William Walton's Viola Concerto, like Bartók's, is a sensuous and dusky work, burnished with two primary moods: sprightliness and meditation. Its opening Andante is colored with British pastoral mysticism, like a Turner painting. At times, its meditative mood morphs into a throaty mournfulness only a viola can capture. (A cello would have been too thick a brush for these delicate lines.) And if some of the orchestral segments seem gushy and old-fashioned, they are balanced by Walton's imaginative viola scoring. Karen Dreyfus plays with enthusiasm and energy. Her tone is tender in the final movement's cantabile and furious in the vivo con molto preciso. I would love to hear her handle the frenetics (and subtleties) of Hindemith's Kammermusik #5 and his viola sonatas, works that Kim Kashkashian interprets so brilliantly.

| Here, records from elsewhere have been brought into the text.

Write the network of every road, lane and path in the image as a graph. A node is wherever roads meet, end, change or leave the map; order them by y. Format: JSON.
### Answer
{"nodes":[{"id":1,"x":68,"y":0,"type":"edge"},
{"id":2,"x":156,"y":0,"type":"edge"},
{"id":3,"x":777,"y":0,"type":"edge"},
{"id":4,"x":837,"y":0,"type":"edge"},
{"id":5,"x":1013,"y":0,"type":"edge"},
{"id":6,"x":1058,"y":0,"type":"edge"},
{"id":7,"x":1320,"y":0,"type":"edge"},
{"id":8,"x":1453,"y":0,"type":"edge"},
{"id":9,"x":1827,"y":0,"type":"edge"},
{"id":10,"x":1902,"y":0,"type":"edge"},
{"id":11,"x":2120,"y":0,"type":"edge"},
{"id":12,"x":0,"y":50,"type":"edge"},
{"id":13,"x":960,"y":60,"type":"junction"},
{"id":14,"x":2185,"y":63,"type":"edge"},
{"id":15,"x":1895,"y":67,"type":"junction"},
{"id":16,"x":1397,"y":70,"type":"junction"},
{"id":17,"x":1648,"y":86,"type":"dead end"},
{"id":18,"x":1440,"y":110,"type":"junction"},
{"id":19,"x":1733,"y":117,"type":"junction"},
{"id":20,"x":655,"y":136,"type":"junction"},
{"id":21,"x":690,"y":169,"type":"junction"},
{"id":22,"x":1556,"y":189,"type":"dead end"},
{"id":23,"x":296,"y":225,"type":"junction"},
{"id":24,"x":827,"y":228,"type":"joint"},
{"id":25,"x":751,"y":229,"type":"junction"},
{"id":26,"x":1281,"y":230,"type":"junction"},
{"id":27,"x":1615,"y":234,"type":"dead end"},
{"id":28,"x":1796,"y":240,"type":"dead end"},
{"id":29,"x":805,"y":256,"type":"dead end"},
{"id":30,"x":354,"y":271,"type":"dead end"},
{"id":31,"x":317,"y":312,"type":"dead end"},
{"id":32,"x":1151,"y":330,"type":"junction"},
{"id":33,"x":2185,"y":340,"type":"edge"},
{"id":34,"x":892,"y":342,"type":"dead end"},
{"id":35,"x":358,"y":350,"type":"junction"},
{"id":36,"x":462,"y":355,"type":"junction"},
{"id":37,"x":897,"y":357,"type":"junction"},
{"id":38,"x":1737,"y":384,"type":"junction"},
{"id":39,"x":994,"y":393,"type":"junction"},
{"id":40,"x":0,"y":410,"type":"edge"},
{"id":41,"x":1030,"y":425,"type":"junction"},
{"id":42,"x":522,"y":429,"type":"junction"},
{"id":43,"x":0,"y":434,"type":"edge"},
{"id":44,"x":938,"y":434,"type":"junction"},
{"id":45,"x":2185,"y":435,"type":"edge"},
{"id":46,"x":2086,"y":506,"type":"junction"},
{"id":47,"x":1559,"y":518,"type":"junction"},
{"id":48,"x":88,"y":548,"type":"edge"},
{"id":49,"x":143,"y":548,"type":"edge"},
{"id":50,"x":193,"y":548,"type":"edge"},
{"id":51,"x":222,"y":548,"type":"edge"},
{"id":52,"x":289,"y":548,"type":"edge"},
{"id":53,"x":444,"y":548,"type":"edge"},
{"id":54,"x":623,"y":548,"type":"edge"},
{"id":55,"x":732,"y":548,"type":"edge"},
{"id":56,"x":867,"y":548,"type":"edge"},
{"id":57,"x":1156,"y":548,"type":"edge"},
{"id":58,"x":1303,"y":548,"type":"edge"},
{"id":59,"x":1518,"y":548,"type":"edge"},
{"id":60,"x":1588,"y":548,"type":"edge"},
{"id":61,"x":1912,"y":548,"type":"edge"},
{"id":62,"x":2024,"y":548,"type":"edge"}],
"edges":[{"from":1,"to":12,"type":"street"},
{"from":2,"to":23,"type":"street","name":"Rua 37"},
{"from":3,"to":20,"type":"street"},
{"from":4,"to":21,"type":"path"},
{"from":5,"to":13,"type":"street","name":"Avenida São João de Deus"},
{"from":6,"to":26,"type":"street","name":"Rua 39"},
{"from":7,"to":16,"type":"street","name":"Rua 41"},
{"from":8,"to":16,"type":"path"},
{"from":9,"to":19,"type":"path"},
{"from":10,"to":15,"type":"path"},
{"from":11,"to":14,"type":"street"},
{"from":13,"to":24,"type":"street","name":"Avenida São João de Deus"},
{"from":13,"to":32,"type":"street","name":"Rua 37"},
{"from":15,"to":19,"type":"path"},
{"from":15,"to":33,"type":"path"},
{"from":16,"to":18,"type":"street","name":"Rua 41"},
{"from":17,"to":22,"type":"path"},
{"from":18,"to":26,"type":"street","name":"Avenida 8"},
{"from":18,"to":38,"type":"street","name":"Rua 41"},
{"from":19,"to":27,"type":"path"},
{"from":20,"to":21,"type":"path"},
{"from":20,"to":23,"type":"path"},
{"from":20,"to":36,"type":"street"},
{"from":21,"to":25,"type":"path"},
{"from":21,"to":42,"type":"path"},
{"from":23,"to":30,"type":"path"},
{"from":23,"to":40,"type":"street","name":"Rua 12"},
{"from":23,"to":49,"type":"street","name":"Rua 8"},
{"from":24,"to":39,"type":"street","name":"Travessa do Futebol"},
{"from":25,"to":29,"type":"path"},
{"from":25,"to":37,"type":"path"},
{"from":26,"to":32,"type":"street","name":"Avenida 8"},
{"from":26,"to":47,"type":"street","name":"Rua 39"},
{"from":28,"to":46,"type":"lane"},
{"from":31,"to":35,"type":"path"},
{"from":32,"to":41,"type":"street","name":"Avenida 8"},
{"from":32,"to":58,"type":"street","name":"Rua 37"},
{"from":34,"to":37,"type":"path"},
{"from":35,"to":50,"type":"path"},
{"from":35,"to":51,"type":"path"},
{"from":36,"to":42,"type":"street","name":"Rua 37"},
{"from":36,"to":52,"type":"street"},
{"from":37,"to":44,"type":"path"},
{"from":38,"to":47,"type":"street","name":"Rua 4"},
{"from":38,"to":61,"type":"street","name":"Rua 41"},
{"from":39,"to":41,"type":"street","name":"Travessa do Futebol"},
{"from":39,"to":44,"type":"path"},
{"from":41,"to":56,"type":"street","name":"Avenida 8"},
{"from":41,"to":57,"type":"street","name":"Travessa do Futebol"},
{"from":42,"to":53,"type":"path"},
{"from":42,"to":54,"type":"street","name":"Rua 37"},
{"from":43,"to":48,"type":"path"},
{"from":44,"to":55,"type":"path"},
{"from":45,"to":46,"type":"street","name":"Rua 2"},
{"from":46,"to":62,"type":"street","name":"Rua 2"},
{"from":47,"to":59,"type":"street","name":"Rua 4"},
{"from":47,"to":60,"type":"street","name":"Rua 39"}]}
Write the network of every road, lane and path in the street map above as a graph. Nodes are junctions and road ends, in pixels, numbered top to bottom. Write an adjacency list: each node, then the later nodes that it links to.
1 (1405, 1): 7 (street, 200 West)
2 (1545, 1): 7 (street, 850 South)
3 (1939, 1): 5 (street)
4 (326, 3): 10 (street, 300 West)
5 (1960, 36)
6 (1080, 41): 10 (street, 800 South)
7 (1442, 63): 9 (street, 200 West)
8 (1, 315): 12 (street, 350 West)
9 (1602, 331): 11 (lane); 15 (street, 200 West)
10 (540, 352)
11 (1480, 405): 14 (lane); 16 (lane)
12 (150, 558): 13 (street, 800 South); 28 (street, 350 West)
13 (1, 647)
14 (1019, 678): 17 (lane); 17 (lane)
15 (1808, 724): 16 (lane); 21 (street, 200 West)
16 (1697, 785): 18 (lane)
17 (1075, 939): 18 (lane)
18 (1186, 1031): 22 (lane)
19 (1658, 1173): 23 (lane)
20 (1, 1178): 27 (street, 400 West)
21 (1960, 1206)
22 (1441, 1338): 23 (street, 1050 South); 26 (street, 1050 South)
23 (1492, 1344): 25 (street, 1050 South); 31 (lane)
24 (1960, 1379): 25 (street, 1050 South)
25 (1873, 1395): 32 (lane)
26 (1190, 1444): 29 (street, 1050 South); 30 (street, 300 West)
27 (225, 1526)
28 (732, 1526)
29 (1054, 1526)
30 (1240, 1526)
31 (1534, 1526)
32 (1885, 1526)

At first, this premier recording of William Thomas McKinley's Viola Concerto #3 made me wonder why he's written so many viola concertos. Does he play this rarely-featured instrument himself? Or is he just particular to its throaty, russet tones? No matter. If the other two concerti sound this good, then I eagerly await more recordings of his work. Viola Concerto #3 is complex, entertaining, stirring, and even witty at times. Jerzy Swoboda conducts the Silensian Philharmonic Orchestra with admirable precision, while Dreyfus festoons the piece with lamentation and sardonicism. McKinley calls his style "neo-tonal." I'm not sure what this means. Aren't all modern tonal composers neo-tonalists? The term that doesn't begin to describe his unique approach to thematic structure. The compulsive Largo has shapely ostinatos but no resolution, and toward the end of the piece Dreyfus' tremulandos convey an edgy intensity, then mysteriously disappear like albino beasts in a snow storm. Perhaps McKinley should write a manifesto and explain himself.
The final movement, Prestissimo e diabolico, is most impressive. McKinley's debt to jazz surfaces, as he floods the listener with streams of improvised, Paganini-like passages. Several times, the music explodes, loud and colorful, like a chrysanthemum firework. Surprising tempo shifts and constant structural invention keep this piece startling and fresh.